:: What needs to be done ::
Every entry that follows needs to be repeated exactly.
--- START ---
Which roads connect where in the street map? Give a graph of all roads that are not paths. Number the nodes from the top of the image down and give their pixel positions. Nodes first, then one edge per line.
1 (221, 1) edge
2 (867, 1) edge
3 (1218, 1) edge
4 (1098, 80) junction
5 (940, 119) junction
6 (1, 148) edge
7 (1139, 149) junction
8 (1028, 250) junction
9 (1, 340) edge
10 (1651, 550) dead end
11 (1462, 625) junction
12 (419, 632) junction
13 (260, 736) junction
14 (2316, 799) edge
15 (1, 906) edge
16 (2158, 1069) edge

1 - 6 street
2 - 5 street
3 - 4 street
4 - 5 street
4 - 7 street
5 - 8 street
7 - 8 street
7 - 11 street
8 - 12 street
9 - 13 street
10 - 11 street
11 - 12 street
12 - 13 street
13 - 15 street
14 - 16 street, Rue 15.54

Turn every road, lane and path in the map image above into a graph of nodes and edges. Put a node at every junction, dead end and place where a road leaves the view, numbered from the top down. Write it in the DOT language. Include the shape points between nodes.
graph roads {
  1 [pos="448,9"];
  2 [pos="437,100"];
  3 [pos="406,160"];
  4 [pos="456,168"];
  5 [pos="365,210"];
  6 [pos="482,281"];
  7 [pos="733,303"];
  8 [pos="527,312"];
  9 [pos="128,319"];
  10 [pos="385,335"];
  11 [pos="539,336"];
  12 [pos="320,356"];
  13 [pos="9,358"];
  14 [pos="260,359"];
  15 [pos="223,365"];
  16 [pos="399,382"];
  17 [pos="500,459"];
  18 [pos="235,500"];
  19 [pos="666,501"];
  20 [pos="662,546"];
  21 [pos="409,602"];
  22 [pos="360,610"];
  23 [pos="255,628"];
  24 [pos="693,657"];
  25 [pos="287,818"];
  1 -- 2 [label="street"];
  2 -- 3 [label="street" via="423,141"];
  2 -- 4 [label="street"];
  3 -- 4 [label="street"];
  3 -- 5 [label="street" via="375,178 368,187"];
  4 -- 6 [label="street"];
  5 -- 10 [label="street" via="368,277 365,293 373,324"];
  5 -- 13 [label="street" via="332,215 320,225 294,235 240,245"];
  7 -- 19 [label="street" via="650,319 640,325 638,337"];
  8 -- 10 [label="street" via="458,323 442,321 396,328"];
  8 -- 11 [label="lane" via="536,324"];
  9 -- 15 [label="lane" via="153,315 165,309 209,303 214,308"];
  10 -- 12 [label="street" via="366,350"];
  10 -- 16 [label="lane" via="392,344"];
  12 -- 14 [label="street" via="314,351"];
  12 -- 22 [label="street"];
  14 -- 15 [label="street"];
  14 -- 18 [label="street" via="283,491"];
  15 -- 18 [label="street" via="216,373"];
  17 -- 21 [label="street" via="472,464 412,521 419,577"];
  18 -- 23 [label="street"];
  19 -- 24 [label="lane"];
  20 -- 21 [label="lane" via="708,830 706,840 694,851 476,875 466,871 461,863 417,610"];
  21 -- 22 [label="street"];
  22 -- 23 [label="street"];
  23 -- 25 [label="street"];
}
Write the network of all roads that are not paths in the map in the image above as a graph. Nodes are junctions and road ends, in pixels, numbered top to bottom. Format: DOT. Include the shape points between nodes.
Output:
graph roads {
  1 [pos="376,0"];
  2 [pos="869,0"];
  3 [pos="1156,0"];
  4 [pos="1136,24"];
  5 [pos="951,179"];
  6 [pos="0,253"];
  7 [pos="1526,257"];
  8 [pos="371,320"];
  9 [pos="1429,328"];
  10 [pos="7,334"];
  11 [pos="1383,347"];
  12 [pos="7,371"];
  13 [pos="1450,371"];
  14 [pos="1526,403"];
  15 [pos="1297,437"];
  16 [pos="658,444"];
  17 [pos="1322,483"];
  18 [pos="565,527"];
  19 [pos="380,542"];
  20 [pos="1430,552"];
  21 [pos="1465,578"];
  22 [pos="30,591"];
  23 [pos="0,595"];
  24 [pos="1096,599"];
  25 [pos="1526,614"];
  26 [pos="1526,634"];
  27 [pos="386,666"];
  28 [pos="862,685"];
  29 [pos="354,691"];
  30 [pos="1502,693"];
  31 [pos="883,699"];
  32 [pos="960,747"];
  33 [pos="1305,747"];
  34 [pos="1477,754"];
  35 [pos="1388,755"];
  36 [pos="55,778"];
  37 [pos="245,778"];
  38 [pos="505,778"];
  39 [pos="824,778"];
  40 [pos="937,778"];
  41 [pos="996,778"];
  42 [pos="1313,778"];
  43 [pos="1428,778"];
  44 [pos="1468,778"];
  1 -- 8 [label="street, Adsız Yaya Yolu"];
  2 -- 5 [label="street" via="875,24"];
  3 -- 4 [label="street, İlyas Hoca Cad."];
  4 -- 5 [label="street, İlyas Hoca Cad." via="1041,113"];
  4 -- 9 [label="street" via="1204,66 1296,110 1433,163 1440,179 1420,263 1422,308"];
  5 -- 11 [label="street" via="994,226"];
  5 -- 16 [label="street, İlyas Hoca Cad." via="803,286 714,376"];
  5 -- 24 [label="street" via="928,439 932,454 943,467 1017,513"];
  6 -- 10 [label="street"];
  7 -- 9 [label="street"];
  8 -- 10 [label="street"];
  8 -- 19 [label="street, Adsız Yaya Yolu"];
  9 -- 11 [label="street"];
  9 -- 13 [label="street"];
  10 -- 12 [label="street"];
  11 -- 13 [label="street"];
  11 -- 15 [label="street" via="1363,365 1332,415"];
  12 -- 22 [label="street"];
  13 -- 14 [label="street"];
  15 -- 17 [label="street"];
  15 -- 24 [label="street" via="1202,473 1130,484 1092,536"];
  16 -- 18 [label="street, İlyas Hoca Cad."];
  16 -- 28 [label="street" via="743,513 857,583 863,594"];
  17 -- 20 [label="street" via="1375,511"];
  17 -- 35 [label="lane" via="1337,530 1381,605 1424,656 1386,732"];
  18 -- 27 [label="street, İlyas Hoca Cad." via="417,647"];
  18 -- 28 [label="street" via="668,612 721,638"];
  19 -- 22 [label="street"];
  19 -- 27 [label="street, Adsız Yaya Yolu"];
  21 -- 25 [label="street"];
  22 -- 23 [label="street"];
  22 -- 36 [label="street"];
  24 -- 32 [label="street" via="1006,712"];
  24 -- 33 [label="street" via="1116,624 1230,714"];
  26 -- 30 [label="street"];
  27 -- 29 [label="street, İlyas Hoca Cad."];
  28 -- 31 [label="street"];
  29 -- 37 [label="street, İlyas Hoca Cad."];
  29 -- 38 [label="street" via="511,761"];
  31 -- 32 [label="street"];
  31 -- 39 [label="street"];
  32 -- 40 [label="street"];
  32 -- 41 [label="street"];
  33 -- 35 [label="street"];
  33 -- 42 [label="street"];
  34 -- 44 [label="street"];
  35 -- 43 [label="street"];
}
--- END ---
:: Result of the exercise ::
Which roads connect where in the street map? Give a graph of all roads that are not paths. Number the nodes from the top of the image down and give their pixel positions. Nodes first, then one edge per line.
1 (221, 1) edge
2 (867, 1) edge
3 (1218, 1) edge
4 (1098, 80) junction
5 (940, 119) junction
6 (1, 148) edge
7 (1139, 149) junction
8 (1028, 250) junction
9 (1, 340) edge
10 (1651, 550) dead end
11 (1462, 625) junction
12 (419, 632) junction
13 (260, 736) junction
14 (2316, 799) edge
15 (1, 906) edge
16 (2158, 1069) edge

1 - 6 street
2 - 5 street
3 - 4 street
4 - 5 street
4 - 7 street
5 - 8 street
7 - 8 street
7 - 11 street
8 - 12 street
9 - 13 street
10 - 11 street
11 - 12 street
12 - 13 street
13 - 15 street
14 - 16 street, Rue 15.54

Turn every road, lane and path in the map image above into a graph of nodes and edges. Put a node at every junction, dead end and place where a road leaves the view, numbered from the top down. Write it in the DOT language. Include the shape points between nodes.
graph roads {
  1 [pos="448,9"];
  2 [pos="437,100"];
  3 [pos="406,160"];
  4 [pos="456,168"];
  5 [pos="365,210"];
  6 [pos="482,281"];
  7 [pos="733,303"];
  8 [pos="527,312"];
  9 [pos="128,319"];
  10 [pos="385,335"];
  11 [pos="539,336"];
  12 [pos="320,356"];
  13 [pos="9,358"];
  14 [pos="260,359"];
  15 [pos="223,365"];
  16 [pos="399,382"];
  17 [pos="500,459"];
  18 [pos="235,500"];
  19 [pos="666,501"];
  20 [pos="662,546"];
  21 [pos="409,602"];
  22 [pos="360,610"];
  23 [pos="255,628"];
  24 [pos="693,657"];
  25 [pos="287,818"];
  1 -- 2 [label="street"];
  2 -- 3 [label="street" via="423,141"];
  2 -- 4 [label="street"];
  3 -- 4 [label="street"];
  3 -- 5 [label="street" via="375,178 368,187"];
  4 -- 6 [label="street"];
  5 -- 10 [label="street" via="368,277 365,293 373,324"];
  5 -- 13 [label="street" via="332,215 320,225 294,235 240,245"];
  7 -- 19 [label="street" via="650,319 640,325 638,337"];
  8 -- 10 [label="street" via="458,323 442,321 396,328"];
  8 -- 11 [label="lane" via="536,324"];
  9 -- 15 [label="lane" via="153,315 165,309 209,303 214,308"];
  10 -- 12 [label="street" via="366,350"];
  10 -- 16 [label="lane" via="392,344"];
  12 -- 14 [label="street" via="314,351"];
  12 -- 22 [label="street"];
  14 -- 15 [label="street"];
  14 -- 18 [label="street" via="283,491"];
  15 -- 18 [label="street" via="216,373"];
  17 -- 21 [label="street" via="472,464 412,521 419,577"];
  18 -- 23 [label="street"];
  19 -- 24 [label="lane"];
  20 -- 21 [label="lane" via="708,830 706,840 694,851 476,875 466,871 461,863 417,610"];
  21 -- 22 [label="street"];
  22 -- 23 [label="street"];
  23 -- 25 [label="street"];
}
Write the network of all roads that are not paths in the map in the image above as a graph. Nodes are junctions and road ends, in pixels, numbered top to bottom. Format: DOT. Include the shape points between nodes.
Output:
graph roads {
  1 [pos="376,0"];
  2 [pos="869,0"];
  3 [pos="1156,0"];
  4 [pos="1136,24"];
  5 [pos="951,179"];
  6 [pos="0,253"];
  7 [pos="1526,257"];
  8 [pos="371,320"];
  9 [pos="1429,328"];
  10 [pos="7,334"];
  11 [pos="1383,347"];
  12 [pos="7,371"];
  13 [pos="1450,371"];
  14 [pos="1526,403"];
  15 [pos="1297,437"];
  16 [pos="658,444"];
  17 [pos="1322,483"];
  18 [pos="565,527"];
  19 [pos="380,542"];
  20 [pos="1430,552"];
  21 [pos="1465,578"];
  22 [pos="30,591"];
  23 [pos="0,595"];
  24 [pos="1096,599"];
  25 [pos="1526,614"];
  26 [pos="1526,634"];
  27 [pos="386,666"];
  28 [pos="862,685"];
  29 [pos="354,691"];
  30 [pos="1502,693"];
  31 [pos="883,699"];
  32 [pos="960,747"];
  33 [pos="1305,747"];
  34 [pos="1477,754"];
  35 [pos="1388,755"];
  36 [pos="55,778"];
  37 [pos="245,778"];
  38 [pos="505,778"];
  39 [pos="824,778"];
  40 [pos="937,778"];
  41 [pos="996,778"];
  42 [pos="1313,778"];
  43 [pos="1428,778"];
  44 [pos="1468,778"];
  1 -- 8 [label="street, Adsız Yaya Yolu"];
  2 -- 5 [label="street" via="875,24"];
  3 -- 4 [label="street, İlyas Hoca Cad."];
  4 -- 5 [label="street, İlyas Hoca Cad." via="1041,113"];
  4 -- 9 [label="street" via="1204,66 1296,110 1433,163 1440,179 1420,263 1422,308"];
  5 -- 11 [label="street" via="994,226"];
  5 -- 16 [label="street, İlyas Hoca Cad." via="803,286 714,376"];
  5 -- 24 [label="street" via="928,439 932,454 943,467 1017,513"];
  6 -- 10 [label="street"];
  7 -- 9 [label="street"];
  8 -- 10 [label="street"];
  8 -- 19 [label="street, Adsız Yaya Yolu"];
  9 -- 11 [label="street"];
  9 -- 13 [label="street"];
  10 -- 12 [label="street"];
  11 -- 13 [label="street"];
  11 -- 15 [label="street" via="1363,365 1332,415"];
  12 -- 22 [label="street"];
  13 -- 14 [label="street"];
  15 -- 17 [label="street"];
  15 -- 24 [label="street" via="1202,473 1130,484 1092,536"];
  16 -- 18 [label="street, İlyas Hoca Cad."];
  16 -- 28 [label="street" via="743,513 857,583 863,594"];
  17 -- 20 [label="street" via="1375,511"];
  17 -- 35 [label="lane" via="1337,530 1381,605 1424,656 1386,732"];
  18 -- 27 [label="street, İlyas Hoca Cad." via="417,647"];
  18 -- 28 [label="street" via="668,612 721,638"];
  19 -- 22 [label="street"];
  19 -- 27 [label="street, Adsız Yaya Yolu"];
  21 -- 25 [label="street"];
  22 -- 23 [label="street"];
  22 -- 36 [label="street"];
  24 -- 32 [label="street" via="1006,712"];
  24 -- 33 [label="street" via="1116,624 1230,714"];
  26 -- 30 [label="street"];
  27 -- 29 [label="street, İlyas Hoca Cad."];
  28 -- 31 [label="street"];
  29 -- 37 [label="street, İlyas Hoca Cad."];
  29 -- 38 [label="street" via="511,761"];
  31 -- 32 [label="street"];
  31 -- 39 [label="street"];
  32 -- 40 [label="street"];
  32 -- 41 [label="street"];
  33 -- 35 [label="street"];
  33 -- 42 [label="street"];
  34 -- 44 [label="street"];
  35 -- 43 [label="street"];
}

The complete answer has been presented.